“I didn’t think this place could help me because I was really only addicted to my own misery,” Ruby F. shares while sitting in the Creative Matters office.

Born an “L.A. baby” to a “frequently absent” celebrity hairdresser mom and a “never lived up to expectations” lawyer father, Ruby grew up in a home with a special needs little sister and very little care for her own emotional and psychological needs. “I never had a typical childhood because I was so young when my sister was born and she needed a lot of attention,” she recalls. This lack of attention led Ruby to resent her sister, which caused her own guilt-ridden self-hatred. On top of that there were significant expectations for Ruby to be the “perfect child” since she didn’t suffer from her sibling’s perceived deficiencies. “There was a lot of pressure on me to perform and it caused me to rebel and act out,” she relates. And in her mind negative attention was at least some kind of attention, which she so desperately craved.

This cauldron of anger inside her was somewhat offset by the fact that she was a very smart child, who performed well in school, despite not giving much effort to her educational pursuits. However, no manner of scholastic achievement could mask the rage and misery that colored the balance of her childhood. Having already begun therapy at the tender age of eleven, due to diagnosed childhood depression, Ruby began self-medicating with marijuana at age twelve. “I was always smoking a lot of weed. I smoked alone at night to numb the pain and anger,” she recollects.

And by age seventeen she had added “21st Century narcotics” to her regimen of drug abuse to mollify her seemingly unyielding companions of anger and depression. “I remember looking in my medicine cabinet at all those drugs and saying to myself ‘if I don’t get better by age twenty-five I’m going to kill myself,’” she describes. However, around this time, a beacon of hope and light arrived in her life when, following high school, she enrolled at NYU to begin studying theater and the dramatic arts. She had finally found her calling and immediately immersed herself in all things drama and performing.

And along with discovering her passion for acting, she also fell in love for the first time while in school. “It was so amazing. I felt like I had found what had been missing my entire life,” she remembers with a smile. But despite the euphoria of that first brush with amorousness, when it eventually came to an end she felt her entire world had collapsed as well. “I had no idea of self-love or self-worth and I felt paralyzed to move on,” she laments. This eventually led to her first hospitalization, in, of all places, the geriatric ward at Beth-Israel Hospital, to finally help treat her debilitating depression. While there she was diagnosed with Borderline Personality Disorder.” “I actually cried tears of joy when they told me because I finally had a name to associate with the cause of my pain and anguish,” she shares.

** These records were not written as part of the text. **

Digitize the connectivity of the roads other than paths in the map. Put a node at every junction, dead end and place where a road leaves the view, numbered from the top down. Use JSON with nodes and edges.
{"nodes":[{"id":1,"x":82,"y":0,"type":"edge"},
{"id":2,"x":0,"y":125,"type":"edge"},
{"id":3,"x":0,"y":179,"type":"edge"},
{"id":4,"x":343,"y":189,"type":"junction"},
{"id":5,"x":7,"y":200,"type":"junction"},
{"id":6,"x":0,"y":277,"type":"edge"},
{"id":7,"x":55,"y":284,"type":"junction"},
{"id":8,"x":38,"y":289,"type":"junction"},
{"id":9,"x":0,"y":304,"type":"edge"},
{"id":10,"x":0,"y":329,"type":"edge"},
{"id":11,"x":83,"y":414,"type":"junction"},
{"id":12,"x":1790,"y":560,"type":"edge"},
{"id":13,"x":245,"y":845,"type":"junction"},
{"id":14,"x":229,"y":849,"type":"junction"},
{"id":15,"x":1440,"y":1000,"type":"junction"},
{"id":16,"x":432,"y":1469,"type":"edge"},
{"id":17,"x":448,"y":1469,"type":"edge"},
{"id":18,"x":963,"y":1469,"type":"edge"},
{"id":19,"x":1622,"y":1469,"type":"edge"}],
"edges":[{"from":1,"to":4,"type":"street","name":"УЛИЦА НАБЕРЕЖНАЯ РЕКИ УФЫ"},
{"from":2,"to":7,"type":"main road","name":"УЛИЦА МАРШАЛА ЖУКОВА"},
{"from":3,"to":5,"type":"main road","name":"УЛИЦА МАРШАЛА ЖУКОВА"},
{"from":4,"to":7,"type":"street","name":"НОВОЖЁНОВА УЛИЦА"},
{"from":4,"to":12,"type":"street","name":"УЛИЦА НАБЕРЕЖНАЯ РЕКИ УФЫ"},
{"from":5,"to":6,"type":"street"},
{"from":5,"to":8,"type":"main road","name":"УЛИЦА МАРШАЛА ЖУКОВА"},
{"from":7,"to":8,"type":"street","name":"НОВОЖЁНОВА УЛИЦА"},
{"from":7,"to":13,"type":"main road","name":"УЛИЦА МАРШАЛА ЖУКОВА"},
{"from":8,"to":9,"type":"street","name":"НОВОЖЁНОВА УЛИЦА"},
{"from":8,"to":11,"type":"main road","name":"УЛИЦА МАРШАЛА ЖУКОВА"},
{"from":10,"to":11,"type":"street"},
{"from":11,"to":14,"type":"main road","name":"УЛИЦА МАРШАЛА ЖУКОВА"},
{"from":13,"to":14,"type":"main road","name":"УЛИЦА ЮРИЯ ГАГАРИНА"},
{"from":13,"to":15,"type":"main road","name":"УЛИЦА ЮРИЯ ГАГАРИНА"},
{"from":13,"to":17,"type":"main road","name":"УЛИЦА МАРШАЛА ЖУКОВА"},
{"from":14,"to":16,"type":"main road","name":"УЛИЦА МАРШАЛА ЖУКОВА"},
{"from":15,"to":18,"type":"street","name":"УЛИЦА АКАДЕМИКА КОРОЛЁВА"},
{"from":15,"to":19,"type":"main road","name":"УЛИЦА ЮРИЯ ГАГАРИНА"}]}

And because of her early introduction to therapy as a child, Ruby instantly took to the fact that there were specific therapeutic techniques to address her issues. Following the diagnosis, her parents sent her to the glitzy and pricey Clearview Treatment Center in Los Angeles. It was the best that money could buy because, as she relays, “my parents wanted me cured and they wanted a ‘pretty bow’ of Hollywood treatment to go with it.” Despite all of that, Ruby actually did greatly benefit from the experience. She began to unpack and address her childhood pain and resentments. “I was finally validated by people who understood the trauma I had experienced as a child,” she recalls. And she also got prescribed the appropriate medications to help manage her disorder.

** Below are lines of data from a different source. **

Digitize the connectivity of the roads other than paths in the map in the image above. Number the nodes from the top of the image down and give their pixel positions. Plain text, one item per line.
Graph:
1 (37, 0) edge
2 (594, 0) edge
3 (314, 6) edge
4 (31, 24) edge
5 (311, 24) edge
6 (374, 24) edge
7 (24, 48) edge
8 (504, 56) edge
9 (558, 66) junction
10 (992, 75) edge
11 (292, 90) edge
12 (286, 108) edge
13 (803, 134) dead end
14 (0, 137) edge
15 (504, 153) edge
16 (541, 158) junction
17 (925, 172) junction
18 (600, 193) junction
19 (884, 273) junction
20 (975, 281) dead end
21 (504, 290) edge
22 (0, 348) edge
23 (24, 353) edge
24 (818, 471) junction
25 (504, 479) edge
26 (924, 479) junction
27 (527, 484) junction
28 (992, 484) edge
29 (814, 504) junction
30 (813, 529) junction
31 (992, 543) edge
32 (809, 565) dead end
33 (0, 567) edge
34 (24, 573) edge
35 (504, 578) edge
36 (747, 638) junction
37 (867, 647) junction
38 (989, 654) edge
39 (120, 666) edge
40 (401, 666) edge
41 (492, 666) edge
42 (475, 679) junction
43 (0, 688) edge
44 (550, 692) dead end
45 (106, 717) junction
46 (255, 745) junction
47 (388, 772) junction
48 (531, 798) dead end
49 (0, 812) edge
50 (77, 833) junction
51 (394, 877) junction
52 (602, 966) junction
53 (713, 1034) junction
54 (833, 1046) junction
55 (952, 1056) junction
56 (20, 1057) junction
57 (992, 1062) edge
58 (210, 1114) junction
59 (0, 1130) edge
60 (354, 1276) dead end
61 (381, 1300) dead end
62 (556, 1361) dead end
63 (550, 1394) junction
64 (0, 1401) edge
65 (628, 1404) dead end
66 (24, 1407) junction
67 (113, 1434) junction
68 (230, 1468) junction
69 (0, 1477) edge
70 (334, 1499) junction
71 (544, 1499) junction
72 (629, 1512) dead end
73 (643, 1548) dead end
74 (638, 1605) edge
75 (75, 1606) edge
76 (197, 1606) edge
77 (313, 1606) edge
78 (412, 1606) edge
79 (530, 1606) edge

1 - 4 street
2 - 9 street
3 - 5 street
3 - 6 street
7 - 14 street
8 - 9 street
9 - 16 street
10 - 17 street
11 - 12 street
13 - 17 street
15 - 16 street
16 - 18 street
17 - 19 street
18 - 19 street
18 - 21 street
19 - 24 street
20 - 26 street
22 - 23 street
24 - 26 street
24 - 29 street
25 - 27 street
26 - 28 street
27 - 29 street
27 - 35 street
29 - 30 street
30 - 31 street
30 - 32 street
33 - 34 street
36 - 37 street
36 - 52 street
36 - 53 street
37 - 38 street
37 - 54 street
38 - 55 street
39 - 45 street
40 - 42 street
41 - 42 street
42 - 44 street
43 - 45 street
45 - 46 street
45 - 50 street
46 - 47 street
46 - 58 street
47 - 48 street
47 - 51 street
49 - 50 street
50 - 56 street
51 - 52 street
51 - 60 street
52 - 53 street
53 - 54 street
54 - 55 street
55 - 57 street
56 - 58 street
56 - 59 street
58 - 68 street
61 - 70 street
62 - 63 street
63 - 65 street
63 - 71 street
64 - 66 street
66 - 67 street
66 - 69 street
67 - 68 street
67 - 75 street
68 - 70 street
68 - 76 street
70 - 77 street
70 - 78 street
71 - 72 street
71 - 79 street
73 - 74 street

Now twenty-three, Ruby went back to NYU to resume her studies. Less shackled by depression, anger and self-hatred, she began to blossom and thrive. “I was killing it. For the first time I was able to find myself and become my own person,” she recounts with a smile. And on top of her scholastic exploits, she also began to experience healthier and more affirming relationships. However, when she turned twenty-four another traumatic and challenging event occurred in her still very young life. Her parents finally divorced, which she actually viewed as a positive thing. Yet, what she didn’t expect was the radical and scarring transformation her father took on shortly after the dissolution of the marriage. “He met a new woman who didn’t like my sister or the amount of attention she required. So my father, who I was closest to as a child, abdicated his role as parent and decided he was going to start a new life and put fatherhood in his rearview mirror,” she says.

To put this soul-crushing event behind her, Ruby threw herself into work and over the next couple of years she served as a P.A. (Production Assistant) on several film and television projects. She also engaged in more drug abuse and regressed into getting involved in unstable relationships as well. Despite all of the personal tumult in her life, she did manage to power through her demons and thrive, starring in an off Broadway play and many other creative successes. But then she stopped taking her medications and, to add more instability to her already “hurtling out of control” life, Covid hit. “I felt like a failure with no direction. If dad couldn’t love me anymore then no one could,” she painfully remembers. Suicidal thoughts returned to her fragile and vulnerable mind as well.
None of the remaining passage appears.